*** Records shown Section Begins ***

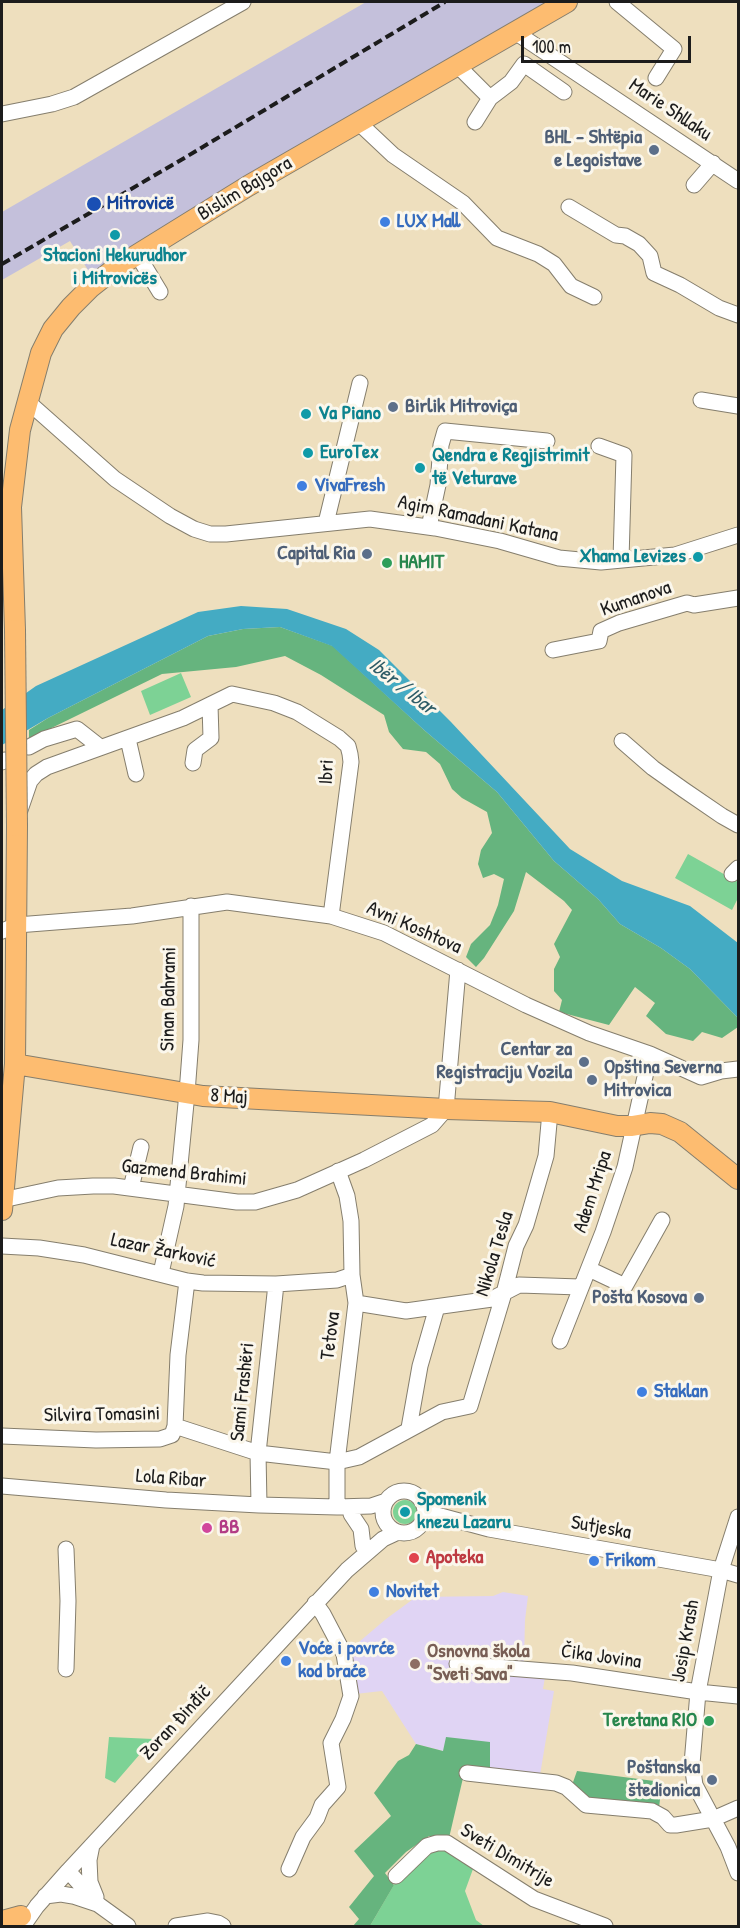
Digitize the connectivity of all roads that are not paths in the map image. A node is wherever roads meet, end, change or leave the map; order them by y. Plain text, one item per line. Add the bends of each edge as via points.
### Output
1 (243, 2) edge
2 (567, 2) edge
3 (616, 2) edge
4 (515, 32) junction
5 (457, 65) junction
6 (656, 78) dead end
7 (564, 92) dead end
8 (490, 98) junction
9 (2, 114) edge
10 (475, 122) dead end
11 (359, 123) junction
12 (713, 163) junction
13 (738, 181) edge
14 (694, 185) dead end
15 (569, 207) dead end
16 (137, 254) junction
17 (160, 292) dead end
18 (594, 297) dead end
19 (738, 315) edge
20 (360, 383) dead end
21 (701, 400) dead end
22 (27, 401) junction
23 (738, 406) edge
24 (547, 441) dead end
25 (599, 446) dead end
26 (326, 523) junction
27 (429, 527) junction
28 (738, 535) edge
29 (621, 560) junction
30 (738, 598) edge
31 (553, 650) dead end
32 (210, 705) junction
33 (129, 739) junction
34 (622, 741) dead end
35 (29, 747) dead end
36 (100, 747) junction
37 (193, 763) dead end
38 (136, 774) dead end
39 (738, 825) edge
40 (17, 826) junction
41 (9, 886) edge
42 (191, 906) junction
43 (331, 916) junction
44 (9, 928) edge
45 (458, 970) junction
46 (650, 1054) junction
47 (8, 1063) edge
48 (738, 1069) edge
49 (187, 1093) junction
50 (446, 1109) junction
51 (550, 1112) junction
52 (632, 1126) junction
53 (141, 1147) dead end
54 (338, 1172) junction
55 (738, 1179) edge
56 (131, 1188) junction
57 (176, 1194) junction
58 (2, 1204) edge
59 (662, 1220) dead end
60 (2, 1246) edge
61 (588, 1269) junction
62 (160, 1273) junction
63 (352, 1275) junction
64 (187, 1281) junction
65 (276, 1284) junction
66 (580, 1287) junction
67 (504, 1293) junction
68 (356, 1303) junction
69 (436, 1307) junction
70 (560, 1341) dead end
71 (175, 1426) junction
72 (409, 1428) junction
73 (2, 1436) edge
74 (258, 1453) junction
75 (337, 1462) junction
76 (2, 1486) edge
77 (260, 1504) junction
78 (426, 1507) junction
79 (344, 1511) junction
80 (738, 1517) edge
81 (388, 1518) junction
82 (475, 1525) junction
83 (416, 1530) junction
84 (363, 1546) junction
85 (66, 1549) dead end
86 (347, 1570) junction
87 (721, 1570) junction
88 (738, 1575) edge
89 (315, 1603) junction
90 (457, 1664) dead end
91 (66, 1669) dead end
92 (698, 1692) junction
93 (738, 1696) edge
94 (467, 1773) dead end
95 (738, 1808) edge
96 (713, 1819) junction
97 (92, 1844) junction
98 (289, 1869) dead end
99 (68, 1870) junction
100 (738, 1873) edge
101 (396, 1876) dead end
102 (99, 1905) junction
103 (23, 1915) edge
104 (122, 1925) edge
105 (176, 1926) edge
106 (223, 1926) edge
107 (605, 1926) edge

1 - 9 street via 74,97
2 - 4 main road, Bislim Bajgora
3 - 6 street via 674,49
4 - 5 main road, Bislim Bajgora
4 - 12 street, Marie Shllaku
5 - 8 street
5 - 11 main road, Bislim Bajgora
7 - 8 street via 524,64 512,82
8 - 10 street
11 - 16 main road, Bislim Bajgora
11 - 18 street via 393,155 463,203 497,238 538,254 554,264 571,286
12 - 13 street, Marie Shllaku
12 - 14 street, Marie Shllaku
15 - 19 street via 639,244 650,256 654,273
16 - 17 street
16 - 22 main road, Bislim Bajgora via 90,288 53,329
20 - 26 street
21 - 23 street
22 - 26 street, Agim Ramadani Katana via 115,479 194,529 225,534
22 - 40 main road, Bislim Bajgora, bridge via 11,507
24 - 27 street via 445,431
25 - 29 street via 624,455
26 - 27 street, Agim Ramadani Katana via 370,519
27 - 29 street, Agim Ramadani Katana via 559,558
28 - 29 street, Agim Ramadani Katana via 675,555
30 - 31 street, Kumanova via 687,603 619,623 601,631 599,640
32 - 33 street, Ibri
32 - 37 street via 211,738 195,750
32 - 43 street, Ibri via 232,694 274,703 297,712 348,746 351,762
33 - 36 street, Ibri
33 - 38 street
34 - 39 street via 653,768
35 - 36 street via 77,729
36 - 40 street, Ibri via 36,774 26,791
40 - 41 main road, Bislim Bajgora
41 - 44 main road, Bislim Bajgora
42 - 43 street, Avni Koshtova via 226,902
42 - 44 street, Avni Koshtova
42 - 49 street, Sinan Bahrami
43 - 45 street, Avni Koshtova via 384,933
44 - 47 main road, Bislim Bajgora
45 - 46 street, Avni Koshtova via 589,1033
45 - 50 street
46 - 48 street, Avni Koshtova via 701,1077
46 - 52 street, Adem Mripa
47 - 49 main road, 8 Maj
47 - 58 main road, Bislim Bajgora
49 - 50 main road, 8 Maj
49 - 57 street, Sinan Bahrami
50 - 51 main road, 8 Maj
50 - 54 street, Gazmend Brahimi via 432,1125
51 - 52 main road, 8 Maj
51 - 67 street, Nikola Tesla via 546,1155
52 - 55 main road, 8 Maj via 650,1123 671,1127
52 - 61 street, Adem Mripa via 625,1167
53 - 56 street
54 - 57 street, Gazmend Brahimi via 255,1202
54 - 63 street, Tetova via 348,1196
56 - 57 street, Gazmend Brahimi
56 - 58 street, Gazmend Brahimi via 58,1188
57 - 62 street, Sinan Bahrami
59 - 61 street via 625,1286
60 - 62 street, Lazar Žarković via 84,1255
61 - 66 street, Adem Mripa
62 - 64 street, Lazar Žarković
63 - 65 street, Lazar Žarković via 337,1280
63 - 68 street, Tetova
64 - 65 street, Lazar Žarković
64 - 71 street
65 - 74 street, Sami Frashëri
66 - 67 street via 519,1286
66 - 70 street, Adem Mripa
67 - 69 street via 492,1299
67 - 72 street, Nikola Tesla via 470,1406 442,1412
68 - 69 street via 395,1310
68 - 75 street, Tetova
69 - 72 street
71 - 73 street, Silvira Tomasini via 172,1435 160,1439
71 - 74 street, Silvira Tomasini
72 - 75 street via 359,1457
74 - 75 street, Silvira Tomasini
74 - 77 street, Sami Frashëri
75 - 79 street, Tetova
76 - 77 street, Lola Ribar
77 - 79 street, Lola Ribar
78 - 81 street, Sutjeska via 409,1490 396,1492
78 - 82 street, Sutjeska via 437,1515
78 - 83 street via 424,1520
79 - 81 street, Lola Ribar via 371,1506
79 - 84 street via 361,1529
80 - 87 street, Josip Krash
81 - 83 street, Sutjeska via 410,1533
81 - 84 street, Zoran Đinđič
81 - 86 street, Zoran Đinđič via 383,1539
82 - 83 street, Sutjeska
82 - 87 street, Sutjeska
84 - 86 street, Zoran Đinđič
85 - 91 street
86 - 89 street, Zoran Đinđič
87 - 88 street, Sutjeska
87 - 92 street, Josip Krash
89 - 97 street, Zoran Đinđič
89 - 98 street via 344,1654 351,1696 331,1743 338,1787 322,1805
90 - 92 street, Čika Jovina via 572,1673
92 - 93 street, Čika Jovina
92 - 96 street, Josip Krash via 693,1774
94 - 96 street via 556,1783 586,1805 652,1811 670,1825
95 - 96 street
96 - 100 street, Josip Krash
97 - 99 street, Zoran Đinđič
97 - 102 street via 90,1882
99 - 102 street
99 - 103 street, Zoran Đinđič
101 - 107 street, Sveti Dimitrije via 427,1846 447,1843 534,1899
102 - 103 street via 61,1894
102 - 104 street
105 - 106 street via 208,1920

*** Records shown Section Ends ***

Problem to work on — Take every line from the records above that has the word "Ibri" and copy it.

Solution to the exercise —
32 - 33 street, Ibri
32 - 43 street, Ibri via 232,694 274,703 297,712 348,746 351,762
33 - 36 street, Ibri
36 - 40 street, Ibri via 36,774 26,791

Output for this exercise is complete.